Susan mengerutkan keningnya semakin dalam. “Lina, sebenarnya siapa yang sedang kau bicarakan ini? Siapa yang berbahaya dan harus kita waspadai?”
Paullina mendesah. “Aku tidak bisa mengatakan siapa. Sialan memang. Tapi percayalah padaku. Orang itu ada di sekitar kita. Saat ini kau belum berkenalan dengannya memang. Tapi ini Cuma soal waktu. Cepat atau lambat kau pasti akan bertemu dan berkenalan dengannya. Kalau hari itu tiba, ingat pesanku: jangan kau tatap dalam-dalam matanya. Kau akan terjerat tipu muslihatnya kalau kau menatap matanya. Dia tidak menyembunyikan dirinya di balik mata, dia menyembunyikan diri di balik tarikan senyum.”
“Lina, tenangkanlah dirimu. Bicara pelan-pelan. Aku tidak mengerti yang kau bicarakan.”

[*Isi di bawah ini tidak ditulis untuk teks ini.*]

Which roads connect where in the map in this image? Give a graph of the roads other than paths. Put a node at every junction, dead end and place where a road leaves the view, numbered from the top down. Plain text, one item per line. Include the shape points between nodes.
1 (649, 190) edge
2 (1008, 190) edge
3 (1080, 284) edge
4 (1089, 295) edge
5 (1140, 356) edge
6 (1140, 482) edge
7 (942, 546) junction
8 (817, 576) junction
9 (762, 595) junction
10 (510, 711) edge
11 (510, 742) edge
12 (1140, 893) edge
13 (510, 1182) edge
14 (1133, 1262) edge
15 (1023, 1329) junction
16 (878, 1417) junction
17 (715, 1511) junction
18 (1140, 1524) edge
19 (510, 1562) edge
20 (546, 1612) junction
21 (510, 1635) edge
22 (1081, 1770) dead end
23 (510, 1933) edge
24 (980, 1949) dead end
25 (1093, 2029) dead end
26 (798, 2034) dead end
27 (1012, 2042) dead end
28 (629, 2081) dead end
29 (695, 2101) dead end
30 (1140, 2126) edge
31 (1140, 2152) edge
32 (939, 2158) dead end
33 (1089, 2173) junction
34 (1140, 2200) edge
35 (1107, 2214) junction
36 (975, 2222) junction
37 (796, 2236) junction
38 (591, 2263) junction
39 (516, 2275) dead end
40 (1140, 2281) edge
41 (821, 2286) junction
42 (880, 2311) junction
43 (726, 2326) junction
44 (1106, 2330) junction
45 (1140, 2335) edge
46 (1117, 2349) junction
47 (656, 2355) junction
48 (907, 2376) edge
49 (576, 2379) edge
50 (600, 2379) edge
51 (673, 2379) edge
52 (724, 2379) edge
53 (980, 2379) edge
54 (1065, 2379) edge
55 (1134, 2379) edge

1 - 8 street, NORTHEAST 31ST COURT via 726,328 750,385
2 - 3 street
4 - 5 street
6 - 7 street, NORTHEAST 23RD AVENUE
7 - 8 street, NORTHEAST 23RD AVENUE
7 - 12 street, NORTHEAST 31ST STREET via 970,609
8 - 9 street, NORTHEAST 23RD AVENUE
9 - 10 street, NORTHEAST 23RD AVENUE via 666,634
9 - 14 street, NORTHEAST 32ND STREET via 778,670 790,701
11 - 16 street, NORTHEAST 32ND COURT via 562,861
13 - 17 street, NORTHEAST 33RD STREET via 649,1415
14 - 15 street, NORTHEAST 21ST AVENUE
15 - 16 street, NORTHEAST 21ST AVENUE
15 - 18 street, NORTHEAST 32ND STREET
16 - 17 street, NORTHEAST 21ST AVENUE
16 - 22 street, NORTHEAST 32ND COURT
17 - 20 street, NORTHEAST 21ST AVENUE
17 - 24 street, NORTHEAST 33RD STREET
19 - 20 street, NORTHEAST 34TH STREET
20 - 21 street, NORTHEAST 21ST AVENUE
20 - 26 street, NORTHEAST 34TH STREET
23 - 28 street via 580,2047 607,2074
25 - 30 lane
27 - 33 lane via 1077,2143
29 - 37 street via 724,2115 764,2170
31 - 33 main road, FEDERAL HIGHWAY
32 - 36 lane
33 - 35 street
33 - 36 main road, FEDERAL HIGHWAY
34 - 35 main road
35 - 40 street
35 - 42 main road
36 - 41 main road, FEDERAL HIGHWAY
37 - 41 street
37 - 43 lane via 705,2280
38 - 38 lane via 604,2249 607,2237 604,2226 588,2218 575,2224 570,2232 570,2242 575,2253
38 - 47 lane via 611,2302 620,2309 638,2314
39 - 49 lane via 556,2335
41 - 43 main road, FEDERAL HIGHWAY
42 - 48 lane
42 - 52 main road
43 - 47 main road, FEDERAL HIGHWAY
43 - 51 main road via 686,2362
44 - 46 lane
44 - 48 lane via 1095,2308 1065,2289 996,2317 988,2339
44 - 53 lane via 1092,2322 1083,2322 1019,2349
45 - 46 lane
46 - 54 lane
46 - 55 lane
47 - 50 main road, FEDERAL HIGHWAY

“Kau akan mengerti. Ya, nanti kau akan mengerti. Aku tahu itu. Sekarang yang perlu kau lakukan hanya tetap waspada. Jangan mudah percaya kepada orang sekalipun kau sudah cukup lama mengenalnya. Apalagi dengan orang yang memiliki tatapan mata yang menghancurkan. Segara jauhi dia, Susan. Orang ini berbahaya. Dia memiliki semacam perasaan berkuasa atas diri orang lain. Sudah banyak kasus yang kutemui dan itu mengerikan. Mereka, orang-orang yang seperti ini, bisa menjadi pembunuh berdarah dingin. Yang lebih mengerikan lagi, mereka bisa mempengaruhi orang lain untuk membunuh orang yang ingin dia bunuh. Dengan menularkan satu pemahaman atau kebencian atau apa pun itu. Ya, berbahaya sekali memang orang-orang seperti ini. Tapi bukan itu bagian mengerikannya, melainkan—”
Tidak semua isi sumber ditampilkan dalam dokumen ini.